Rick Moody writes: "The Ownership Society! That was the name for this second term of Bush's America, and it's logical to assume Bush didn't come up with the coinage himself, because how could he have? He has trouble getting through a simple sentence. Probably some staffer, gifted with ad speak, came up with it, coining what was already de facto policy, the notion that the government needs to remove itself entirely from the business of regulation and owning industries, leaving the oversight of corporate capital - as well as derivatives, packaged mortgages, and so on - to an ill-equipped marketplace.

"What the Ownership Society came to feel like to the overwhelming majority of Americans was feudalism. The modern return of the robber barons. No backstop in the case of catastrophic illness. No backstop in case of corporate malfeasance. No backstop in the case of a despoiled natural environment. No backstop in the case of cascading corporate bankruptcies. The wealthy and the large corporations, now largely unregulated, were free to do as they wished in most if not all areas, in order to increase the bounteous riches of their executives."

Edmund White writes: "Perhaps the most depressing moment in the last eight years was Bush's re-election. As a teacher, I've long lamented the dumbing down of America; now I was tempted to see our educational failure as a plot to keep the electorate stupid and gullible. In America, a tiny elite receives a rigorous education and the rest of the population is kept in darkest ignorance, just as a small percentage of our youngsters constitute Olympic champion athletes and the rest of the population is grotesquely obese: a strange idea of democracy. I was prepared to believe that Dubya's first election had been a mistake or a cheat, but the idea that the voters could re-elect him was too grim to contemplate."

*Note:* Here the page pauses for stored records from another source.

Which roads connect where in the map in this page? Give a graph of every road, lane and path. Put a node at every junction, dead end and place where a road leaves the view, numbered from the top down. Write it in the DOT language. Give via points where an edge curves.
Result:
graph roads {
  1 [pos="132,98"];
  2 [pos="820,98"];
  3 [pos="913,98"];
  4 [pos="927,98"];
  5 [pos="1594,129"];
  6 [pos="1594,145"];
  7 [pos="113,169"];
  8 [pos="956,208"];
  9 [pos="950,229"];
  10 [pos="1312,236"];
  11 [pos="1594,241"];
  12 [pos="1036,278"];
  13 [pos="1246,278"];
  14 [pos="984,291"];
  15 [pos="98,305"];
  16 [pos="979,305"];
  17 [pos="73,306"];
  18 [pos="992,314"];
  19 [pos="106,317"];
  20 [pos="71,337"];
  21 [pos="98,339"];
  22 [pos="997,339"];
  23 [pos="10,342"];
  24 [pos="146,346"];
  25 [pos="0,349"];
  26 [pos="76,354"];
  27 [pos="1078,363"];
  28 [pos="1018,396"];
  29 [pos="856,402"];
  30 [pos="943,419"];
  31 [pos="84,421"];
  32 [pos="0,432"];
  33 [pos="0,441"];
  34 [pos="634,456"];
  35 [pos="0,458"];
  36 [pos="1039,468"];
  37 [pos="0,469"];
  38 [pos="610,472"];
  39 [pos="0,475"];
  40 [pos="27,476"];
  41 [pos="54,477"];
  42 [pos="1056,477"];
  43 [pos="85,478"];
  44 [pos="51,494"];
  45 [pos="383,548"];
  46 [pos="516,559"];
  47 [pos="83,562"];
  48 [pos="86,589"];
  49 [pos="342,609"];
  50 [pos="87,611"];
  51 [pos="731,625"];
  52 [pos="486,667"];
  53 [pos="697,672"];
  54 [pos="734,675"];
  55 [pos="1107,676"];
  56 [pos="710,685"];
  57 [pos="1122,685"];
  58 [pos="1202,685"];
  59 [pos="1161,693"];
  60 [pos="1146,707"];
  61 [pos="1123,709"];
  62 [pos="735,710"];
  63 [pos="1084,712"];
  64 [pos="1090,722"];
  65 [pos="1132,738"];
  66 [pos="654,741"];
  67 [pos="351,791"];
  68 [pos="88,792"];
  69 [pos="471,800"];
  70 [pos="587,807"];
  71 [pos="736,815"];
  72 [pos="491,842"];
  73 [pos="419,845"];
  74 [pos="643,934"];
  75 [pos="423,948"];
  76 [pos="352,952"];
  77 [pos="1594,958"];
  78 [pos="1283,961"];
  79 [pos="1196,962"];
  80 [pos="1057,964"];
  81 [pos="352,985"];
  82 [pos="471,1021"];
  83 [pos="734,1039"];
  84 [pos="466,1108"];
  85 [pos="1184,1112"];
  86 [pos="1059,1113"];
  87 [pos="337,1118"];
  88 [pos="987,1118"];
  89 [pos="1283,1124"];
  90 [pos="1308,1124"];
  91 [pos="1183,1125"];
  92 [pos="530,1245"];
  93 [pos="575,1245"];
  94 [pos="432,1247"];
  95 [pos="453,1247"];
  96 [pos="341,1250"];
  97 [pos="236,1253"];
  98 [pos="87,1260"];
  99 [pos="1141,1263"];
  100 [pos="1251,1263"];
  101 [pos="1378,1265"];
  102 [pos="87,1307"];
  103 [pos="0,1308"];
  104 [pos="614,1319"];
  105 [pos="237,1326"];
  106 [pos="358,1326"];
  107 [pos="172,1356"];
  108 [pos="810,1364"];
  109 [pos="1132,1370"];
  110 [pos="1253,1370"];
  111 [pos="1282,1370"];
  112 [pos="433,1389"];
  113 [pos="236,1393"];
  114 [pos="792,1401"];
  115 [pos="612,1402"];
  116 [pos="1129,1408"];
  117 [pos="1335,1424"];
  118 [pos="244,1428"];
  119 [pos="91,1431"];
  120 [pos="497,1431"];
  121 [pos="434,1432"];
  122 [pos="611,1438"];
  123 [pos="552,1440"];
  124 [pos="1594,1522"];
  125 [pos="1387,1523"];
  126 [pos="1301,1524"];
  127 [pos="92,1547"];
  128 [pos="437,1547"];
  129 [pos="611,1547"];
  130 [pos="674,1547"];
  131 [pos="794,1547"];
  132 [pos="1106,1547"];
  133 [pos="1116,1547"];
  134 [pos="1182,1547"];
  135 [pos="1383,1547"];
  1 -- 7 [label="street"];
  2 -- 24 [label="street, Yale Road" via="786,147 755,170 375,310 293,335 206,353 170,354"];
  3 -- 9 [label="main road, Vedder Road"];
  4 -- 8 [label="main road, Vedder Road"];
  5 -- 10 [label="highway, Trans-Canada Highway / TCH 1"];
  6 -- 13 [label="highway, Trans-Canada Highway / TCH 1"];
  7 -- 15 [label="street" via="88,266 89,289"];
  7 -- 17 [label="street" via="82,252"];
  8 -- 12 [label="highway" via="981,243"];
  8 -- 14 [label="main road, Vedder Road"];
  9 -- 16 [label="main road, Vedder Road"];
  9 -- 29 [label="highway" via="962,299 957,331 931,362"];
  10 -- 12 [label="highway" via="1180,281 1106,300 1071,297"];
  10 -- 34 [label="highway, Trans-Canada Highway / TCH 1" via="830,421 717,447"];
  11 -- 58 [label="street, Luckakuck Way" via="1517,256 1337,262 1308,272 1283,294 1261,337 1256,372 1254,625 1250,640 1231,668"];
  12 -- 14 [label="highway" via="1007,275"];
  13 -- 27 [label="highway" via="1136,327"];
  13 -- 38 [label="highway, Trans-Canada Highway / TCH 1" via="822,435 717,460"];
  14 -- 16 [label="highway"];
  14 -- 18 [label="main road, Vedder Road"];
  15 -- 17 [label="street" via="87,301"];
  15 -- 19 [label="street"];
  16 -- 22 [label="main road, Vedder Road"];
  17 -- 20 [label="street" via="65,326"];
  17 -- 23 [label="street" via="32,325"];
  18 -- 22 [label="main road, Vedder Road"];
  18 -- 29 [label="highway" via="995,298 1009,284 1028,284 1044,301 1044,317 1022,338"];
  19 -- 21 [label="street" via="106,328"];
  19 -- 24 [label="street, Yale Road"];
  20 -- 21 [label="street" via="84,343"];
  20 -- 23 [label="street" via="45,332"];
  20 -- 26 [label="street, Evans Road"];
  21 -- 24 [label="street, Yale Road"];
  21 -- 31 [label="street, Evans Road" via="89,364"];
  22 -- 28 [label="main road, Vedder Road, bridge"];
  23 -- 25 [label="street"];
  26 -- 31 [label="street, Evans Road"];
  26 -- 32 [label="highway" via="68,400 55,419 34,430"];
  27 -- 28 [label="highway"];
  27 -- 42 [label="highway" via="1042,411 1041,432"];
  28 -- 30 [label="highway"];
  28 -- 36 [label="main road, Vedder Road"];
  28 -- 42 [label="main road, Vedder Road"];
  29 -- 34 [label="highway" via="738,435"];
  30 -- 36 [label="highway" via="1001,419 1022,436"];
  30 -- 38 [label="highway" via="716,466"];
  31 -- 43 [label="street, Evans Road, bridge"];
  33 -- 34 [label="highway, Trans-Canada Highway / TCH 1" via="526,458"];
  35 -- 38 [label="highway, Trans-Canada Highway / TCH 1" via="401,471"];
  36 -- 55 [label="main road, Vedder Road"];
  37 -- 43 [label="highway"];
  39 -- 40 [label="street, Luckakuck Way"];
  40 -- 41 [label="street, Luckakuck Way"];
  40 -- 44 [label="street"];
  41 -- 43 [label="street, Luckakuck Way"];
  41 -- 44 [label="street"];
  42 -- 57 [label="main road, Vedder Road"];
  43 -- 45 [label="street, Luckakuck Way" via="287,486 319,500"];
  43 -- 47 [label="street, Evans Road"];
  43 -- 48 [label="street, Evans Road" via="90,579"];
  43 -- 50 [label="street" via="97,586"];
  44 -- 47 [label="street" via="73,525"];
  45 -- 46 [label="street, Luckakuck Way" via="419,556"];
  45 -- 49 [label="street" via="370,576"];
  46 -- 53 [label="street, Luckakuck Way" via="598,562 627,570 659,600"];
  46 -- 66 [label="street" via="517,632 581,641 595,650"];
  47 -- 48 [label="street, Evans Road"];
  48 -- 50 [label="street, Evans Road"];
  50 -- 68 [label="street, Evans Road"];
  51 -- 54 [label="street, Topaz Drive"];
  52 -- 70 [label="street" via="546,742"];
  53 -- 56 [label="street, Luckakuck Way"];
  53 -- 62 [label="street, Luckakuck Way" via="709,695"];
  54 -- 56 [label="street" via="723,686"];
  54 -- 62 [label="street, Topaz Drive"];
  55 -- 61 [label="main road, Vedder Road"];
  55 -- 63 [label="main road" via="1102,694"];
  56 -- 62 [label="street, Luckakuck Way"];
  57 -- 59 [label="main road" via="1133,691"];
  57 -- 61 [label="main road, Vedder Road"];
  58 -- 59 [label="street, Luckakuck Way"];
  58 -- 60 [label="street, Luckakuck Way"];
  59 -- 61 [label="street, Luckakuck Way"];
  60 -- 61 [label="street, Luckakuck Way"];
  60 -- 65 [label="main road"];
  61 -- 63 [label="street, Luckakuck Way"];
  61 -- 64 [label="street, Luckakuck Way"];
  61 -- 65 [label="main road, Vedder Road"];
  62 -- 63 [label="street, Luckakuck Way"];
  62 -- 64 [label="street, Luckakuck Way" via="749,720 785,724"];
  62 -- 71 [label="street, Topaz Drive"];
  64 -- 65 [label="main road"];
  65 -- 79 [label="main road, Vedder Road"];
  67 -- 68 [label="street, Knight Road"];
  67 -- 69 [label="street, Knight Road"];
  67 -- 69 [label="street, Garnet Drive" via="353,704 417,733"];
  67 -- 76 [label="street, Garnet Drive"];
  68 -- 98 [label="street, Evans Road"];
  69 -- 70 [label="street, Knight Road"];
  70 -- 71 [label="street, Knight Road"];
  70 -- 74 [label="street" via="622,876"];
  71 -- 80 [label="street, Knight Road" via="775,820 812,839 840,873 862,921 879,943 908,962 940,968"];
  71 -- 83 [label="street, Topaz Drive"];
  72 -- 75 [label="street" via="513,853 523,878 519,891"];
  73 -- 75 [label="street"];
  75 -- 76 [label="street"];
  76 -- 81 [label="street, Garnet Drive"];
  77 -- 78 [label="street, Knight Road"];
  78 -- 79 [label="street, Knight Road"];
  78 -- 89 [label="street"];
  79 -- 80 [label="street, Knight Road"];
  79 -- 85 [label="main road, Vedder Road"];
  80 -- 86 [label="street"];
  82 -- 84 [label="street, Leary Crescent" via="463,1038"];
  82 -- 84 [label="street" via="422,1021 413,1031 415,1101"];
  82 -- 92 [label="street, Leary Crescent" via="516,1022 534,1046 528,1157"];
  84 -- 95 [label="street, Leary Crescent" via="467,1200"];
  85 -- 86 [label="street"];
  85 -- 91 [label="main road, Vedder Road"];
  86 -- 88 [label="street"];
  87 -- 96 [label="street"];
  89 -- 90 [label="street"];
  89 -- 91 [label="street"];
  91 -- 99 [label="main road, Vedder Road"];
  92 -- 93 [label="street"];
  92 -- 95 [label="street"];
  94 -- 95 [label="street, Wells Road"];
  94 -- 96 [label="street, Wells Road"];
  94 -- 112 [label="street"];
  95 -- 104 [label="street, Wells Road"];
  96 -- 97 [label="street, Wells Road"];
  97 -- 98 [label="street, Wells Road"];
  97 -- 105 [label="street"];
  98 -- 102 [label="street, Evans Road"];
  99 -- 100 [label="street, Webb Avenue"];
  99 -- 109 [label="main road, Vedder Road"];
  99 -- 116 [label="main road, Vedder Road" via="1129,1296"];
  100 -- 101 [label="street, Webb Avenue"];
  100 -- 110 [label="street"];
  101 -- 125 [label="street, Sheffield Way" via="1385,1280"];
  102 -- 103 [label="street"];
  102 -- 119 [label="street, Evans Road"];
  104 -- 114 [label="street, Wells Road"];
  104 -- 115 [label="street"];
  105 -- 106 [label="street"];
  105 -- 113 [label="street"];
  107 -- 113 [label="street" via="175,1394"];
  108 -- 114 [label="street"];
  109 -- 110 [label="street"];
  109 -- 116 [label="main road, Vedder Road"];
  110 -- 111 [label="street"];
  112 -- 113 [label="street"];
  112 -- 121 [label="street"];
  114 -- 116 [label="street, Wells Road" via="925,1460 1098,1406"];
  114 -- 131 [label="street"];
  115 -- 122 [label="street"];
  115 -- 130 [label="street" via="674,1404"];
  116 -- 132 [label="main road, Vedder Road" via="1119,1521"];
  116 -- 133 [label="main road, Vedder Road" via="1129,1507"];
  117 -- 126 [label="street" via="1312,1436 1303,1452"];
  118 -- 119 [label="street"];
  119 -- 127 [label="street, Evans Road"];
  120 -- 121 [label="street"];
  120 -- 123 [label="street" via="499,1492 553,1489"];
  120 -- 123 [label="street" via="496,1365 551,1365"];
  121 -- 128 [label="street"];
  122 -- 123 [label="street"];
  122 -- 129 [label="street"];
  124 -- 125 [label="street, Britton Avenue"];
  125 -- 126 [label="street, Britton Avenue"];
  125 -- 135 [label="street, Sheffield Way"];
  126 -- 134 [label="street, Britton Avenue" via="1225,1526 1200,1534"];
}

Joseph L. Galloway writes in his McClatchy Newspapers opinion column: "They played on our fears like a mighty Wurlitzer Organ, frightening us with lies into an unnecessary war in Iraq. Frightening us into re-electing George Bush, even after we knew that he was anything but presidential, anything but intelligent, anything but a worthy, effective leader.

"They frightened us so badly that we voluntarily surrendered the precious rights that a million American soldiers, sailors, airmen, Marines, Coast Guardsmen and others bought for us with their lives during two centuries of freedom and democracy.


"They used fear to violate international law, to torture and imprison thousands of suspected enemies without charges or trials. They used fear and invoked national security to suspend the right of habeas corpus, the foundation of our freedoms.

"For these and far too many other sins and transgressions to list in so short a space as this, we the people have every right, and perhaps a duty, to cast them aside, and with them their only hope of avoiding justice and judgment -- John McCain, who voted with them 90 percent of the time."